Canoe.com: “Real Estate Boom likely over”

This story points out that 2007 was another record year for MLS residential property sales in Canada. Any comparisons with last year mean comparing with a record breaking year. What the statistics indicate is that the residential housing market is easing back towards more historically typical levels.

Take a look at the graph below that looks at the first few months of activity on a year-to-year basis:

Note how so far our YTD numbers are not vastly below last year’s. Compare to the difference from 1997 to 1998 – or more recently from 2002 to 2003. There doesn’t seem to be near the same degree of sales drop. The first two weeks of April were only 4% lower than last year and we still don’t have our final numbers for the month either.

Now here’s my reality in the day-to-day world of buying & selling income properties in Toronto. There was a triplex on Delaware (Bloor & Ossington) asking $375K that I had some interest in. The final sale price was $485 – a full hundred grand over asking price. Another client of mine put his triplex up for sale for $499K. On the day of offers someone came to the table with $501K, but we refused it. I subsequently raised the price to $529K and worked it for a couple more weeks and we ended up getting $525K. Now this simply should not happen if the market is in a slump. Once no one came to the table at asking price, it should have been over. But in a hot market where there is always pent up demand, someone will still come out of the woodwork to pay your price. This is the market in Central Toronto.
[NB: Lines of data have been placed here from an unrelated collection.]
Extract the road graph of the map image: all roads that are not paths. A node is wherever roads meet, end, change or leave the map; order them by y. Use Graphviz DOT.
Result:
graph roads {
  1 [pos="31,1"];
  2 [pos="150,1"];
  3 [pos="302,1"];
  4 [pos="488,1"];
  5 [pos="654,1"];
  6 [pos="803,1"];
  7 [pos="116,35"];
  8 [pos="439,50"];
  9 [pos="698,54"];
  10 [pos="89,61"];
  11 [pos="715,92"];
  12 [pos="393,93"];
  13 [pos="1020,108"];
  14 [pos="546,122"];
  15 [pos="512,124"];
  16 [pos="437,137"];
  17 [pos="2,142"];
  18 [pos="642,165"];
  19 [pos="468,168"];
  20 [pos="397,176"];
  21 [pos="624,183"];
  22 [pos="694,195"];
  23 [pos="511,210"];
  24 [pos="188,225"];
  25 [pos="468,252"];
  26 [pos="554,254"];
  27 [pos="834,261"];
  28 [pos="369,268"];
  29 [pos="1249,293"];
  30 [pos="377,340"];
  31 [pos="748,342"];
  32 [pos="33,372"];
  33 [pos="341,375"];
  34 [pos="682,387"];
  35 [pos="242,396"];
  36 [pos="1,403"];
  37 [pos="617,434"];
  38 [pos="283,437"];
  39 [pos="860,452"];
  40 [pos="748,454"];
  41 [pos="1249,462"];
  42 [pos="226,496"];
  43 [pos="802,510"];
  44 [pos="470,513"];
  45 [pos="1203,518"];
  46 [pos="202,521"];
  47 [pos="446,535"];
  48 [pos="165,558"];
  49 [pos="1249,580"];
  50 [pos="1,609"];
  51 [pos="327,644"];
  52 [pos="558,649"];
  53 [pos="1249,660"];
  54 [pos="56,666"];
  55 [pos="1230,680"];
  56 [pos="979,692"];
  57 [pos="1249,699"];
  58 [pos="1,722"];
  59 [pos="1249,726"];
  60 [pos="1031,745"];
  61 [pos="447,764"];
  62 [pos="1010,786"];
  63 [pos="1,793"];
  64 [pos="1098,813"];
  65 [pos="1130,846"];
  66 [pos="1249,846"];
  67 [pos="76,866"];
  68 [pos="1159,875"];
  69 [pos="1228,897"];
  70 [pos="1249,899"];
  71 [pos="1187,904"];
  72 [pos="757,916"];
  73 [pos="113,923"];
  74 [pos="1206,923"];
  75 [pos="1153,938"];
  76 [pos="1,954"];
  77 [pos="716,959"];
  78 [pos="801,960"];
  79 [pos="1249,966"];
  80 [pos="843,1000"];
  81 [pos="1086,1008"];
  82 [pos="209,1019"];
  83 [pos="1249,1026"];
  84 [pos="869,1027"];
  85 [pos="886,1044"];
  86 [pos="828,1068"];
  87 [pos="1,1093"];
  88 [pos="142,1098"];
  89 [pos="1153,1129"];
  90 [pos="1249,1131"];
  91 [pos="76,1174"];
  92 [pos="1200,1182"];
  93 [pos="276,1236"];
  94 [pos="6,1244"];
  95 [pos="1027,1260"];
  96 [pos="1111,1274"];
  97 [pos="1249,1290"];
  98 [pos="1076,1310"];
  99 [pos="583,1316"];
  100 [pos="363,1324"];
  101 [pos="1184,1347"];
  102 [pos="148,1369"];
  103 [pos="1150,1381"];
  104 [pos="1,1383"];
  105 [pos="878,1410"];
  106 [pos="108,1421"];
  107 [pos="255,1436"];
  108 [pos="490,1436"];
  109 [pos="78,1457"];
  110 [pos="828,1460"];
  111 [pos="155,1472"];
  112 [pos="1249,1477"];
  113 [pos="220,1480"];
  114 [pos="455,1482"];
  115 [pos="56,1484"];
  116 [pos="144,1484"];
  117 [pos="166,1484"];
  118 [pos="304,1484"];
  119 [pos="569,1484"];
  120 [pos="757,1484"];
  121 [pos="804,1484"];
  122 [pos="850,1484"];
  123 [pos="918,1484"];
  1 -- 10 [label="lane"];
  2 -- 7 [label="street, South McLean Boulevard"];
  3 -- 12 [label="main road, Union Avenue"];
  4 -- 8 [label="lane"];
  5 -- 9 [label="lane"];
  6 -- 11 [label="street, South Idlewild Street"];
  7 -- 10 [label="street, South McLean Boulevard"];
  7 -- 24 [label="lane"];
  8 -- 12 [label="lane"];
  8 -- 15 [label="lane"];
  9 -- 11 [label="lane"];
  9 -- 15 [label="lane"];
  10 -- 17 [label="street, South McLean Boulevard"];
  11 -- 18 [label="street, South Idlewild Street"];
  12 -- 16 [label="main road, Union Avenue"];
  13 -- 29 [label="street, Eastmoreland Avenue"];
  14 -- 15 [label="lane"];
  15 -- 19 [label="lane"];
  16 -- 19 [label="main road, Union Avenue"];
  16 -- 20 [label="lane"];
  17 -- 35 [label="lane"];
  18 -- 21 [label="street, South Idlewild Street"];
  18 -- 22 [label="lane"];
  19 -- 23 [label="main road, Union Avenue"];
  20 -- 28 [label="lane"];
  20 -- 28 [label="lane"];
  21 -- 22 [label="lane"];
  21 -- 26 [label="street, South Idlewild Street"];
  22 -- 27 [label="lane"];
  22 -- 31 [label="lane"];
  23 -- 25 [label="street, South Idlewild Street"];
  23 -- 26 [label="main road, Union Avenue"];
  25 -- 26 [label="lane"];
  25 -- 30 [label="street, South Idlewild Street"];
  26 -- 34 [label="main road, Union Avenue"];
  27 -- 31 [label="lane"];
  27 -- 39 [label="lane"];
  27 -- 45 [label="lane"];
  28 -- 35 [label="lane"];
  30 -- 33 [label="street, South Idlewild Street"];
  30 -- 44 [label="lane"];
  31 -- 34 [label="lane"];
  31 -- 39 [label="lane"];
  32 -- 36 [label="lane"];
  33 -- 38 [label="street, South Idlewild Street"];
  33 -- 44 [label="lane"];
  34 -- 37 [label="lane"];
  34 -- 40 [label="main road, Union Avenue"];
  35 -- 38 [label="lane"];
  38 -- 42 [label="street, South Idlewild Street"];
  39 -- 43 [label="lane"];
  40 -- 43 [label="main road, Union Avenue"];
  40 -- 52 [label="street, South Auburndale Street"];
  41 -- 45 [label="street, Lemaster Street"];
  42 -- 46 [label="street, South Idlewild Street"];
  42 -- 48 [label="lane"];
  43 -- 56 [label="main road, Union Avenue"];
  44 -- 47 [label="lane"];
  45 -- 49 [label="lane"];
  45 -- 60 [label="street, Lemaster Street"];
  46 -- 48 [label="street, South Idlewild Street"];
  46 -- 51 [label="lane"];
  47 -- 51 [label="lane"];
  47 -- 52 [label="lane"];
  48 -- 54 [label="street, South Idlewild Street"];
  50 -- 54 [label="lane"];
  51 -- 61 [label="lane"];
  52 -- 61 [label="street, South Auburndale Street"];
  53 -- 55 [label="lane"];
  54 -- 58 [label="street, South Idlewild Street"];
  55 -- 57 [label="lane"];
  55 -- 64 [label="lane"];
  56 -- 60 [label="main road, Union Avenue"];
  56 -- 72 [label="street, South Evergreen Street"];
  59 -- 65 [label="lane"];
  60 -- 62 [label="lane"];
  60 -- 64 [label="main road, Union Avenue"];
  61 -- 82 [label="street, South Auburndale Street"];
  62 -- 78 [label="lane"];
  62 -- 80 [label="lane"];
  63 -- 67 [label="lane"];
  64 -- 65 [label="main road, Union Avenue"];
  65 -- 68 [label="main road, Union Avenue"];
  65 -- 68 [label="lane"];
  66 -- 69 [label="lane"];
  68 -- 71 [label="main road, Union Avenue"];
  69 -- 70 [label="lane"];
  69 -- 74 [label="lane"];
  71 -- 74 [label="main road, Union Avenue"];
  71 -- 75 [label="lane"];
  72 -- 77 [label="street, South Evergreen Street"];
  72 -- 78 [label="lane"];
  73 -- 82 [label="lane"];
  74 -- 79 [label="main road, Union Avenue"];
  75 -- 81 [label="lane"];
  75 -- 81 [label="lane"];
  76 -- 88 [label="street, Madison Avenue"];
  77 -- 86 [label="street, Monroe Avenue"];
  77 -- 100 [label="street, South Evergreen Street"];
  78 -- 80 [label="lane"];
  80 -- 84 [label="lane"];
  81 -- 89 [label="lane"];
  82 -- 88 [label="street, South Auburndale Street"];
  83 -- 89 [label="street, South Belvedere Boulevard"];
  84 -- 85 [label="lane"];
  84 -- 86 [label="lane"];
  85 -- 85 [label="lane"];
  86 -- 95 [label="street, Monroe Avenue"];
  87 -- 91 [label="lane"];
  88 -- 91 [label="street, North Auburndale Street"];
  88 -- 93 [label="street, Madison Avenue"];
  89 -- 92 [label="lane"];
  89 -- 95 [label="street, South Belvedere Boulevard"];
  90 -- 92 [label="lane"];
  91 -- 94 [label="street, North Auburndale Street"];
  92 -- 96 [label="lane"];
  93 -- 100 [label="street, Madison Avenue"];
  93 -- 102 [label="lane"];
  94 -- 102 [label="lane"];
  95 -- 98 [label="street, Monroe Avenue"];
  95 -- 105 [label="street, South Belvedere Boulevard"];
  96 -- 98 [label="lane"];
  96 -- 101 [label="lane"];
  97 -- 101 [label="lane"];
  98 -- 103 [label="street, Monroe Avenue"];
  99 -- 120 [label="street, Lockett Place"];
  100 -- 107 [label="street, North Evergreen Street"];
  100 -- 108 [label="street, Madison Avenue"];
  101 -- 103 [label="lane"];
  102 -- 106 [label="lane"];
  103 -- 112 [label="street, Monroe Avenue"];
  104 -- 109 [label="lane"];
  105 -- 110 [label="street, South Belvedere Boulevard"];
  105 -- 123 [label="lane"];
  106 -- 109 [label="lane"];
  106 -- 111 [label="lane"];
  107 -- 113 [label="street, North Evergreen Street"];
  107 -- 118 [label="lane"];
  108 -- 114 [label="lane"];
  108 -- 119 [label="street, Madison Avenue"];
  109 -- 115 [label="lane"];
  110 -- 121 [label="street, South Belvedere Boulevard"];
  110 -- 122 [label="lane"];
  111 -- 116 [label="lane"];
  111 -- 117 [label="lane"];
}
There are still multiple offers going on out there. Until they subside it is very difficult for me to sound the death knell of our market. And what about interest rates? They continue to be at very aggressive rates and there’s talk that may be even going down again. The bottom line from my perspective is that it is simply too early to tell. A slight easing of sales from historical highpoints is not something to be up in arms over – at least not yet.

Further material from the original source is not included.